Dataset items

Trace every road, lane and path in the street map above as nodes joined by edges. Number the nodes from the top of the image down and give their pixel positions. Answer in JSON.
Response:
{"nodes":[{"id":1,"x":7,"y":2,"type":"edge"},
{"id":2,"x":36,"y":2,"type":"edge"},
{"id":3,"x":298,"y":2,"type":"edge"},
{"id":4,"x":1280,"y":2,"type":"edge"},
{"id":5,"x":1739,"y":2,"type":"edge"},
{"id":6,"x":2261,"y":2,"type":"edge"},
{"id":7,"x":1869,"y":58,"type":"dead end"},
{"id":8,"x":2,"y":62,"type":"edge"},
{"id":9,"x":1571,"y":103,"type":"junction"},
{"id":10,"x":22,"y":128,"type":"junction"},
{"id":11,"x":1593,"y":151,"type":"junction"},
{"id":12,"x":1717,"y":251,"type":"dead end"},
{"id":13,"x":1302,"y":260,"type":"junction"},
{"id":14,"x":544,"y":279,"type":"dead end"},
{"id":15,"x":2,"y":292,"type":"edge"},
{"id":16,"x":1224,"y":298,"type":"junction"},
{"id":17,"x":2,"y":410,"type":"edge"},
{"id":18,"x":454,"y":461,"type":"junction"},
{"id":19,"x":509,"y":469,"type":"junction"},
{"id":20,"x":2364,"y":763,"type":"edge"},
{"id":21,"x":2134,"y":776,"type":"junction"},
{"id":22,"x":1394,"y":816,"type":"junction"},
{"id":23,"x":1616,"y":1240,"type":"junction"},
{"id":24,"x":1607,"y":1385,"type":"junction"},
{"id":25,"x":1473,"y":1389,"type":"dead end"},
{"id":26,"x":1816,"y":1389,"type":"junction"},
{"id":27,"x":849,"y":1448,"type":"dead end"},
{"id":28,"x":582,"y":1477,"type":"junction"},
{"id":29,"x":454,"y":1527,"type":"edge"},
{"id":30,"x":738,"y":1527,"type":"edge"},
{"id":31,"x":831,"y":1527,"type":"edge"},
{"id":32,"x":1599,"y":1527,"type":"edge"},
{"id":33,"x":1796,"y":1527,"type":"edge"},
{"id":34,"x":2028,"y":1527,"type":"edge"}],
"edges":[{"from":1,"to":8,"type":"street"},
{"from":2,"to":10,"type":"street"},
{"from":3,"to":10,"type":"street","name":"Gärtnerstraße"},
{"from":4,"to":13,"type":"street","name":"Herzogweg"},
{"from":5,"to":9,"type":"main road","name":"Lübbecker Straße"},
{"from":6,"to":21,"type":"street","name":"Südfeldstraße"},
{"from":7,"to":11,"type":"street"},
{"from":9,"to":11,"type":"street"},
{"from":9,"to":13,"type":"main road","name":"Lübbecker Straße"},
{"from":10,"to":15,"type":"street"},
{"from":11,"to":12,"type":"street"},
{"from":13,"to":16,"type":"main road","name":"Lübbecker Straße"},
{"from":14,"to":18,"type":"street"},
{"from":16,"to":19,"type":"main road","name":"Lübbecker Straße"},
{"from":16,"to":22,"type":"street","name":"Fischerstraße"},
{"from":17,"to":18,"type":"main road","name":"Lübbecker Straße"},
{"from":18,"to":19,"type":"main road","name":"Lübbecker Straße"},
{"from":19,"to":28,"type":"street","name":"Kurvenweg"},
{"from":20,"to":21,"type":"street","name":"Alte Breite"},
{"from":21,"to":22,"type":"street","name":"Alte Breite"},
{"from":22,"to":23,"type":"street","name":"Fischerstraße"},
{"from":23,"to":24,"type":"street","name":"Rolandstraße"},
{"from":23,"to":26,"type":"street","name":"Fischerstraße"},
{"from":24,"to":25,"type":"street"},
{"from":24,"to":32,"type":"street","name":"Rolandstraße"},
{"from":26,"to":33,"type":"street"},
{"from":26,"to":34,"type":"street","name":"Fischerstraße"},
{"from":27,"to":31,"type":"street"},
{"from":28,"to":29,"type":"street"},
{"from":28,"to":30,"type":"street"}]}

▶ _What you should do_
Your response must consist of all the records, retyped exactly.

▶ _Worked solution_
Trace every road, lane and path in the street map above as nodes joined by edges. Number the nodes from the top of the image down and give their pixel positions. Answer in JSON.
Response:
{"nodes":[{"id":1,"x":7,"y":2,"type":"edge"},
{"id":2,"x":36,"y":2,"type":"edge"},
{"id":3,"x":298,"y":2,"type":"edge"},
{"id":4,"x":1280,"y":2,"type":"edge"},
{"id":5,"x":1739,"y":2,"type":"edge"},
{"id":6,"x":2261,"y":2,"type":"edge"},
{"id":7,"x":1869,"y":58,"type":"dead end"},
{"id":8,"x":2,"y":62,"type":"edge"},
{"id":9,"x":1571,"y":103,"type":"junction"},
{"id":10,"x":22,"y":128,"type":"junction"},
{"id":11,"x":1593,"y":151,"type":"junction"},
{"id":12,"x":1717,"y":251,"type":"dead end"},
{"id":13,"x":1302,"y":260,"type":"junction"},
{"id":14,"x":544,"y":279,"type":"dead end"},
{"id":15,"x":2,"y":292,"type":"edge"},
{"id":16,"x":1224,"y":298,"type":"junction"},
{"id":17,"x":2,"y":410,"type":"edge"},
{"id":18,"x":454,"y":461,"type":"junction"},
{"id":19,"x":509,"y":469,"type":"junction"},
{"id":20,"x":2364,"y":763,"type":"edge"},
{"id":21,"x":2134,"y":776,"type":"junction"},
{"id":22,"x":1394,"y":816,"type":"junction"},
{"id":23,"x":1616,"y":1240,"type":"junction"},
{"id":24,"x":1607,"y":1385,"type":"junction"},
{"id":25,"x":1473,"y":1389,"type":"dead end"},
{"id":26,"x":1816,"y":1389,"type":"junction"},
{"id":27,"x":849,"y":1448,"type":"dead end"},
{"id":28,"x":582,"y":1477,"type":"junction"},
{"id":29,"x":454,"y":1527,"type":"edge"},
{"id":30,"x":738,"y":1527,"type":"edge"},
{"id":31,"x":831,"y":1527,"type":"edge"},
{"id":32,"x":1599,"y":1527,"type":"edge"},
{"id":33,"x":1796,"y":1527,"type":"edge"},
{"id":34,"x":2028,"y":1527,"type":"edge"}],
"edges":[{"from":1,"to":8,"type":"street"},
{"from":2,"to":10,"type":"street"},
{"from":3,"to":10,"type":"street","name":"Gärtnerstraße"},
{"from":4,"to":13,"type":"street","name":"Herzogweg"},
{"from":5,"to":9,"type":"main road","name":"Lübbecker Straße"},
{"from":6,"to":21,"type":"street","name":"Südfeldstraße"},
{"from":7,"to":11,"type":"street"},
{"from":9,"to":11,"type":"street"},
{"from":9,"to":13,"type":"main road","name":"Lübbecker Straße"},
{"from":10,"to":15,"type":"street"},
{"from":11,"to":12,"type":"street"},
{"from":13,"to":16,"type":"main road","name":"Lübbecker Straße"},
{"from":14,"to":18,"type":"street"},
{"from":16,"to":19,"type":"main road","name":"Lübbecker Straße"},
{"from":16,"to":22,"type":"street","name":"Fischerstraße"},
{"from":17,"to":18,"type":"main road","name":"Lübbecker Straße"},
{"from":18,"to":19,"type":"main road","name":"Lübbecker Straße"},
{"from":19,"to":28,"type":"street","name":"Kurvenweg"},
{"from":20,"to":21,"type":"street","name":"Alte Breite"},
{"from":21,"to":22,"type":"street","name":"Alte Breite"},
{"from":22,"to":23,"type":"street","name":"Fischerstraße"},
{"from":23,"to":24,"type":"street","name":"Rolandstraße"},
{"from":23,"to":26,"type":"street","name":"Fischerstraße"},
{"from":24,"to":25,"type":"street"},
{"from":24,"to":32,"type":"street","name":"Rolandstraße"},
{"from":26,"to":33,"type":"street"},
{"from":26,"to":34,"type":"street","name":"Fischerstraße"},
{"from":27,"to":31,"type":"street"},
{"from":28,"to":29,"type":"street"},
{"from":28,"to":30,"type":"street"}]}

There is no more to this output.